Check each line of the data for "nodes" and select those that have it.

Extracted entries -
Content starts

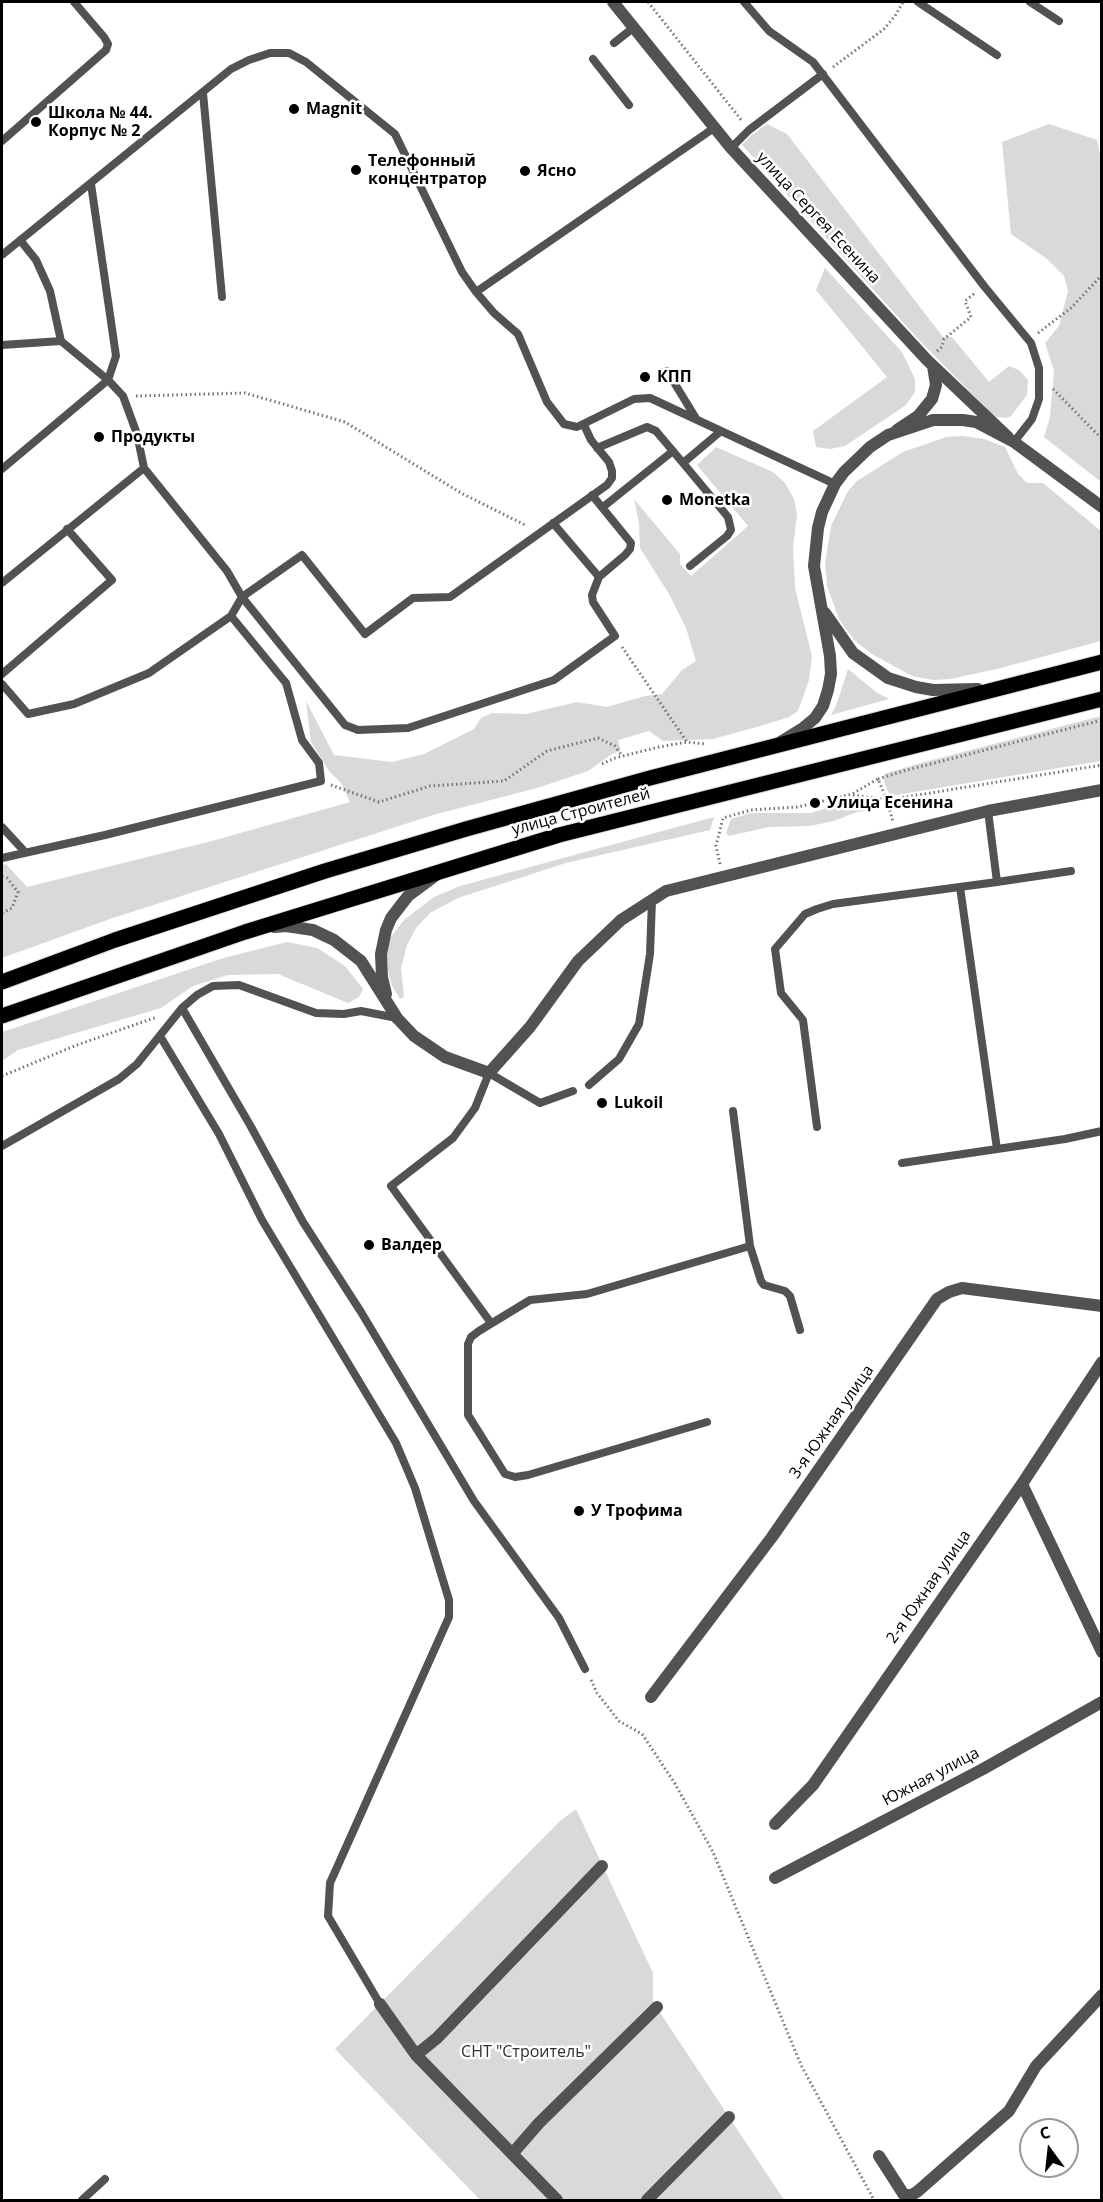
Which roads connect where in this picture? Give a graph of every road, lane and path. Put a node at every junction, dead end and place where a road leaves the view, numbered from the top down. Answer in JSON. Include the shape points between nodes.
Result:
{"nodes":[{"id":1,"x":74,"y":2,"type":"edge"},
{"id":2,"x":613,"y":2,"type":"edge"},
{"id":3,"x":648,"y":2,"type":"edge"},
{"id":4,"x":744,"y":2,"type":"edge"},
{"id":5,"x":903,"y":2,"type":"edge"},
{"id":6,"x":918,"y":2,"type":"edge"},
{"id":7,"x":1030,"y":2,"type":"edge"},
{"id":8,"x":1059,"y":21,"type":"dead end"},
{"id":9,"x":633,"y":28,"type":"junction"},
{"id":10,"x":614,"y":43,"type":"dead end"},
{"id":11,"x":997,"y":55,"type":"dead end"},
{"id":12,"x":593,"y":59,"type":"dead end"},
{"id":13,"x":823,"y":74,"type":"junction"},
{"id":14,"x":203,"y":93,"type":"junction"},
{"id":15,"x":629,"y":105,"type":"dead end"},
{"id":16,"x":714,"y":128,"type":"junction"},
{"id":17,"x":749,"y":130,"type":"junction"},
{"id":18,"x":2,"y":141,"type":"edge"},
{"id":19,"x":731,"y":148,"type":"junction"},
{"id":20,"x":91,"y":184,"type":"junction"},
{"id":21,"x":20,"y":240,"type":"junction"},
{"id":22,"x":2,"y":255,"type":"edge"},
{"id":23,"x":1101,"y":275,"type":"edge"},
{"id":24,"x":984,"y":286,"type":"junction"},
{"id":25,"x":476,"y":292,"type":"junction"},
{"id":26,"x":222,"y":297,"type":"dead end"},
{"id":27,"x":1037,"y":334,"type":"dead end"},
{"id":28,"x":62,"y":341,"type":"junction"},
{"id":29,"x":2,"y":345,"type":"edge"},
{"id":30,"x":942,"y":347,"type":"dead end"},
{"id":31,"x":933,"y":366,"type":"junction"},
{"id":32,"x":668,"y":371,"type":"dead end"},
{"id":33,"x":1039,"y":375,"type":"junction"},
{"id":34,"x":108,"y":380,"type":"junction"},
{"id":35,"x":123,"y":396,"type":"junction"},
{"id":36,"x":698,"y":420,"type":"junction"},
{"id":37,"x":584,"y":425,"type":"junction"},
{"id":38,"x":721,"y":431,"type":"junction"},
{"id":39,"x":888,"y":435,"type":"junction"},
{"id":40,"x":1101,"y":439,"type":"edge"},
{"id":41,"x":1014,"y":441,"type":"junction"},
{"id":42,"x":597,"y":448,"type":"junction"},
{"id":43,"x":673,"y":451,"type":"junction"},
{"id":44,"x":683,"y":463,"type":"junction"},
{"id":45,"x":144,"y":468,"type":"junction"},
{"id":46,"x":2,"y":469,"type":"edge"},
{"id":47,"x":835,"y":484,"type":"junction"},
{"id":48,"x":592,"y":495,"type":"junction"},
{"id":49,"x":603,"y":507,"type":"junction"},
{"id":50,"x":1101,"y":507,"type":"edge"},
{"id":51,"x":553,"y":523,"type":"junction"},
{"id":52,"x":67,"y":529,"type":"junction"},
{"id":53,"x":540,"y":532,"type":"junction"},
{"id":54,"x":690,"y":566,"type":"dead end"},
{"id":55,"x":598,"y":577,"type":"junction"},
{"id":56,"x":2,"y":583,"type":"edge"},
{"id":57,"x":242,"y":597,"type":"junction"},
{"id":58,"x":820,"y":604,"type":"junction"},
{"id":59,"x":231,"y":616,"type":"junction"},
{"id":60,"x":615,"y":636,"type":"junction"},
{"id":61,"x":1101,"y":662,"type":"edge"},
{"id":62,"x":2,"y":674,"type":"edge"},
{"id":63,"x":2,"y":684,"type":"edge"},
{"id":64,"x":1013,"y":686,"type":"junction"},
{"id":65,"x":1101,"y":699,"type":"edge"},
{"id":66,"x":1101,"y":720,"type":"edge"},
{"id":67,"x":687,"y":742,"type":"junction"},
{"id":68,"x":705,"y":744,"type":"dead end"},
{"id":69,"x":761,"y":750,"type":"junction"},
{"id":70,"x":622,"y":756,"type":"junction"},
{"id":71,"x":602,"y":764,"type":"dead end"},
{"id":72,"x":1101,"y":765,"type":"edge"},
{"id":73,"x":878,"y":779,"type":"junction"},
{"id":74,"x":321,"y":781,"type":"junction"},
{"id":75,"x":1101,"y":793,"type":"edge"},
{"id":76,"x":852,"y":794,"type":"junction"},
{"id":77,"x":887,"y":800,"type":"junction"},
{"id":78,"x":988,"y":811,"type":"junction"},
{"id":79,"x":2,"y":826,"type":"edge"},
{"id":80,"x":896,"y":834,"type":"junction"},
{"id":81,"x":25,"y":852,"type":"junction"},
{"id":82,"x":2,"y":858,"type":"edge"},
{"id":83,"x":459,"y":864,"type":"junction"},
{"id":84,"x":1071,"y":872,"type":"dead end"},
{"id":85,"x":2,"y":877,"type":"edge"},
{"id":86,"x":723,"y":878,"type":"junction"},
{"id":87,"x":997,"y":882,"type":"junction"},
{"id":88,"x":960,"y":887,"type":"junction"},
{"id":89,"x":652,"y":900,"type":"junction"},
{"id":90,"x":2,"y":913,"type":"edge"},
{"id":91,"x":244,"y":933,"type":"junction"},
{"id":92,"x":2,"y":982,"type":"edge"},
{"id":93,"x":388,"y":1004,"type":"junction"},
{"id":94,"x":182,"y":1008,"type":"junction"},
{"id":95,"x":2,"y":1016,"type":"edge"},
{"id":96,"x":397,"y":1018,"type":"junction"},
{"id":97,"x":160,"y":1036,"type":"junction"},
{"id":98,"x":489,"y":1073,"type":"junction"},
{"id":99,"x":2,"y":1076,"type":"edge"},
{"id":100,"x":589,"y":1085,"type":"dead end"},
{"id":101,"x":573,"y":1091,"type":"dead end"},
{"id":102,"x":733,"y":1111,"type":"dead end"},
{"id":103,"x":817,"y":1126,"type":"dead end"},
{"id":104,"x":1101,"y":1131,"type":"edge"},
{"id":105,"x":2,"y":1146,"type":"edge"},
{"id":106,"x":997,"y":1149,"type":"junction"},
{"id":107,"x":902,"y":1163,"type":"dead end"},
{"id":108,"x":750,"y":1246,"type":"junction"},
{"id":109,"x":1101,"y":1306,"type":"edge"},
{"id":110,"x":492,"y":1323,"type":"junction"},
{"id":111,"x":800,"y":1330,"type":"dead end"},
{"id":112,"x":1101,"y":1362,"type":"edge"},
{"id":113,"x":707,"y":1422,"type":"dead end"},
{"id":114,"x":1022,"y":1484,"type":"junction"},
{"id":115,"x":1101,"y":1652,"type":"edge"},
{"id":116,"x":585,"y":1669,"type":"joint"},
{"id":117,"x":651,"y":1697,"type":"dead end"},
{"id":118,"x":1101,"y":1702,"type":"edge"},
{"id":119,"x":775,"y":1824,"type":"dead end"},
{"id":120,"x":602,"y":1866,"type":"dead end"},
{"id":121,"x":775,"y":1878,"type":"dead end"},
{"id":122,"x":1101,"y":1995,"type":"edge"},
{"id":123,"x":380,"y":2004,"type":"joint"},
{"id":124,"x":657,"y":2007,"type":"dead end"},
{"id":125,"x":416,"y":2055,"type":"junction"},
{"id":126,"x":729,"y":2117,"type":"dead end"},
{"id":127,"x":512,"y":2154,"type":"junction"},
{"id":128,"x":879,"y":2156,"type":"dead end"},
{"id":129,"x":105,"y":2179,"type":"dead end"},
{"id":130,"x":82,"y":2200,"type":"edge"},
{"id":131,"x":556,"y":2200,"type":"edge"},
{"id":132,"x":646,"y":2200,"type":"edge"},
{"id":133,"x":874,"y":2200,"type":"edge"}],
"edges":[{"from":1,"to":18,"type":"lane","via":[[104,37],[106,50]]},
{"from":2,"to":9,"type":"street","name":"улица Сергея Есенина"},
{"from":3,"to":17,"type":"path"},
{"from":4,"to":13,"type":"lane","via":[[769,31],[813,62]]},
{"from":5,"to":13,"type":"path","via":[[884,29]]},
{"from":6,"to":11,"type":"lane"},
{"from":7,"to":8,"type":"lane"},
{"from":9,"to":10,"type":"lane"},
{"from":9,"to":16,"type":"street","name":"улица Сергея Есенина"},
{"from":12,"to":15,"type":"lane"},
{"from":13,"to":17,"type":"lane"},
{"from":13,"to":24,"type":"lane"},
{"from":14,"to":20,"type":"lane"},
{"from":14,"to":25,"type":"lane","via":[[231,69],[270,53],[289,53],[306,62],[395,134],[462,272]]},
{"from":14,"to":26,"type":"lane"},
{"from":16,"to":19,"type":"street","name":"улица Сергея Есенина"},
{"from":16,"to":25,"type":"lane"},
{"from":17,"to":19,"type":"lane"},
{"from":19,"to":31,"type":"street","name":"улица Сергея Есенина"},
{"from":20,"to":21,"type":"lane"},
{"from":20,"to":34,"type":"lane","via":[[116,357]]},
{"from":21,"to":22,"type":"lane"},
{"from":21,"to":28,"type":"lane","via":[[36,260],[50,291]]},
{"from":23,"to":27,"type":"path","via":[[1071,308]]},
{"from":24,"to":30,"type":"path","via":[[965,301],[971,317],[944,339]]},
{"from":24,"to":33,"type":"lane","via":[[1031,343]]},
{"from":25,"to":37,"type":"lane","via":[[518,334],[556,415],[570,426]]},
{"from":28,"to":29,"type":"lane"},
{"from":28,"to":34,"type":"lane"},
{"from":31,"to":39,"type":"street","via":[[936,385],[932,399],[918,416]]},
{"from":31,"to":41,"type":"street","name":"улица Сергея Есенина"},
{"from":32,"to":36,"type":"lane"},
{"from":33,"to":40,"type":"path"},
{"from":33,"to":41,"type":"lane","via":[[1039,399],[1032,419]]},
{"from":34,"to":35,"type":"lane"},
{"from":34,"to":46,"type":"lane"},
{"from":35,"to":45,"type":"lane"},
{"from":35,"to":53,"type":"path","via":[[245,393],[345,422],[461,493]]},
{"from":36,"to":37,"type":"lane","via":[[645,397]]},
{"from":36,"to":38,"type":"lane"},
{"from":37,"to":42,"type":"lane"},
{"from":38,"to":44,"type":"lane"},
{"from":38,"to":47,"type":"lane"},
{"from":39,"to":41,"type":"street","via":[[933,420],[963,420],[988,427]]},
{"from":39,"to":47,"type":"street","via":[[856,459]]},
{"from":41,"to":50,"type":"street"},
{"from":42,"to":43,"type":"lane","via":[[647,427],[656,431]]},
{"from":42,"to":48,"type":"lane","via":[[609,462],[612,478]]},
{"from":43,"to":44,"type":"lane"},
{"from":43,"to":49,"type":"lane"},
{"from":44,"to":54,"type":"lane","via":[[728,517],[731,526],[727,536]]},
{"from":45,"to":52,"type":"lane"},
{"from":45,"to":57,"type":"lane","via":[[227,571]]},
{"from":47,"to":58,"type":"street","via":[[822,512],[815,547]]},
{"from":48,"to":49,"type":"lane"},
{"from":48,"to":51,"type":"lane"},
{"from":49,"to":55,"type":"lane","via":[[631,543],[625,555]]},
{"from":51,"to":53,"type":"lane"},
{"from":51,"to":55,"type":"lane"},
{"from":52,"to":56,"type":"lane"},
{"from":52,"to":62,"type":"lane","via":[[112,580]]},
{"from":53,"to":57,"type":"lane","via":[[450,597],[413,598],[365,634],[302,555]]},
{"from":55,"to":60,"type":"lane","via":[[593,602]]},
{"from":57,"to":59,"type":"lane"},
{"from":57,"to":60,"type":"lane","via":[[345,725],[357,730],[408,728],[554,680]]},
{"from":58,"to":64,"type":"street","via":[[853,653],[888,678],[933,690]]},
{"from":58,"to":69,"type":"street","via":[[831,674],[823,705],[803,728]]},
{"from":59,"to":63,"type":"lane","via":[[149,673],[74,704],[28,714]]},
{"from":59,"to":74,"type":"lane","via":[[286,683],[302,740],[319,763]]},
{"from":60,"to":67,"type":"path"},
{"from":61,"to":64,"type":"main road","name":"улица Строителей"},
{"from":64,"to":69,"type":"main road","name":"улица Строителей"},
{"from":65,"to":83,"type":"main road","name":"улица Строителей","via":[[559,834]]},
{"from":66,"to":73,"type":"path"},
{"from":67,"to":68,"type":"path"},
{"from":67,"to":70,"type":"path"},
{"from":69,"to":92,"type":"main road","name":"улица Строителей","via":[[325,871]]},
{"from":70,"to":71,"type":"path"},
{"from":70,"to":74,"type":"path","via":[[615,746],[598,738],[547,751],[504,781],[430,786],[380,802]]},
{"from":72,"to":77,"type":"path"},
{"from":73,"to":76,"type":"path"},
{"from":73,"to":77,"type":"path"},
{"from":74,"to":81,"type":"lane"},
{"from":75,"to":78,"type":"street"},
{"from":76,"to":77,"type":"path"},
{"from":76,"to":86,"type":"path","via":[[723,818],[716,846]]},
{"from":77,"to":80,"type":"path"},
{"from":78,"to":80,"type":"street"},
{"from":78,"to":87,"type":"lane"},
{"from":79,"to":81,"type":"lane"},
{"from":80,"to":86,"type":"street"},
{"from":81,"to":82,"type":"lane"},
{"from":83,"to":91,"type":"main road","name":"улица Строителей"},
{"from":83,"to":93,"type":"street","via":[[419,887],[391,918],[381,954]]},
{"from":84,"to":87,"type":"lane"},
{"from":85,"to":90,"type":"path","via":[[18,892],[12,908]]},
{"from":86,"to":89,"type":"street","via":[[666,891]]},
{"from":87,"to":88,"type":"lane"},
{"from":88,"to":103,"type":"lane","via":[[817,909],[805,914],[775,949],[781,993],[803,1020]]},
{"from":88,"to":106,"type":"lane"},
{"from":89,"to":98,"type":"street","via":[[621,920],[578,961],[530,1028]]},
{"from":89,"to":100,"type":"lane","via":[[650,954],[639,1024],[619,1059]]},
{"from":91,"to":93,"type":"street","via":[[286,926],[324,934],[360,961]]},
{"from":91,"to":95,"type":"main road","name":"улица Строителей"},
{"from":93,"to":96,"type":"street"},
{"from":94,"to":96,"type":"lane","via":[[206,989],[230,984],[316,1012],[361,1011]]},
{"from":94,"to":97,"type":"lane"},
{"from":94,"to":99,"type":"path"},
{"from":94,"to":116,"type":"lane","via":[[303,1222],[474,1501],[559,1617]]},
{"from":96,"to":98,"type":"street","via":[[414,1036],[445,1057]]},
{"from":97,"to":105,"type":"lane","via":[[119,1079]]},
{"from":97,"to":123,"type":"lane","via":[[219,1134],[262,1220],[396,1443],[415,1488],[449,1600],[449,1617],[330,1883],[328,1916]]},
{"from":98,"to":101,"type":"lane","via":[[540,1102]]},
{"from":98,"to":110,"type":"lane","via":[[475,1108],[453,1138],[391,1186]]},
{"from":102,"to":108,"type":"lane"},
{"from":104,"to":106,"type":"lane"},
{"from":106,"to":107,"type":"lane"},
{"from":108,"to":110,"type":"lane","via":[[587,1294],[530,1300]]},
{"from":108,"to":111,"type":"lane","via":[[764,1285],[790,1296]]},
{"from":109,"to":117,"type":"street","name":"3-я Южная улица","via":[[971,1289],[949,1292],[937,1299],[772,1537]]},
{"from":110,"to":113,"type":"lane","via":[[471,1337],[468,1344],[468,1415],[505,1474],[528,1475]]},
{"from":112,"to":114,"type":"street","name":"2-я Южная улица"},
{"from":114,"to":115,"type":"street"},
{"from":114,"to":119,"type":"street","name":"2-я Южная улица","via":[[813,1785]]},
{"from":116,"to":133,"type":"path","via":[[597,1693],[619,1721],[642,1734],[674,1782],[712,1852],[801,2065]]},
{"from":118,"to":121,"type":"street","name":"Южная улица"},
{"from":120,"to":125,"type":"street","via":[[437,2038]]},
{"from":122,"to":128,"type":"street","via":[[1036,2066],[1009,2111],[918,2191],[904,2195]]},
{"from":123,"to":125,"type":"street"},
{"from":124,"to":127,"type":"street","via":[[538,2123]]},
{"from":125,"to":127,"type":"street"},
{"from":126,"to":132,"type":"street"},
{"from":127,"to":131,"type":"street"},
{"from":129,"to":130,"type":"lane"}]}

Content ends

Reply to the task -
Which roads connect where in this picture? Give a graph of every road, lane and path. Put a node at every junction, dead end and place where a road leaves the view, numbered from the top down. Answer in JSON. Include the shape points between nodes.
{"nodes":[{"id":1,"x":74,"y":2,"type":"edge"},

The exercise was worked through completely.